(Source information begins)

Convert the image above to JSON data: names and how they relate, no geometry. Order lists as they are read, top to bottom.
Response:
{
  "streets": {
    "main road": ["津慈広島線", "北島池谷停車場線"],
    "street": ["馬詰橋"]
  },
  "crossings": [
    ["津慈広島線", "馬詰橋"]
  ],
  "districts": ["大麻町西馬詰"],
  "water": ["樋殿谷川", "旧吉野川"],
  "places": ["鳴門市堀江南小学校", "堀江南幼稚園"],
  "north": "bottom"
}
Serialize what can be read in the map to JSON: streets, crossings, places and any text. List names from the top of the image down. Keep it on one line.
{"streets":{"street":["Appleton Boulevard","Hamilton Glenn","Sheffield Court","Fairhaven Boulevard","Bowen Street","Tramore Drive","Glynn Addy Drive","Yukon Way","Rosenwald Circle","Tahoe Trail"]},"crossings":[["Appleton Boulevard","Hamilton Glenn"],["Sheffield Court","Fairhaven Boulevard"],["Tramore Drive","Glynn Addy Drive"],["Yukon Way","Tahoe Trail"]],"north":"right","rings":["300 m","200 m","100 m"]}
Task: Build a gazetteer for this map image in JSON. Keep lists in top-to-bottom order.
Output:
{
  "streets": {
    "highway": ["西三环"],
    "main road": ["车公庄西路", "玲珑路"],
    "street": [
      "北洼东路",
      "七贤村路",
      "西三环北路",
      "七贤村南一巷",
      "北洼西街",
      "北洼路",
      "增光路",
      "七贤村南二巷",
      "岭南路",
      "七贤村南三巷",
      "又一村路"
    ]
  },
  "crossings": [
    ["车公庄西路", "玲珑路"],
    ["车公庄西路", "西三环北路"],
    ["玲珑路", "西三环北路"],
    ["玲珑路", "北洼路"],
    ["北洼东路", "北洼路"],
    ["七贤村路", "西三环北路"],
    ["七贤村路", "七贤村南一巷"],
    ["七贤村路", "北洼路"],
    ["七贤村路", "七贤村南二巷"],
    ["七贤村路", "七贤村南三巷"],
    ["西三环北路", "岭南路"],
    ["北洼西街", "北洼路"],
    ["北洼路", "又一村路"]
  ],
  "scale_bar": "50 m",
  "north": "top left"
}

(Source information ends)

## What is being asked
From the data, collect all lines where the string "lists" appears.

## Completed task
Convert the image above to JSON data: names and how they relate, no geometry. Order lists as they are read, top to bottom.
Task: Build a gazetteer for this map image in JSON. Keep lists in top-to-bottom order.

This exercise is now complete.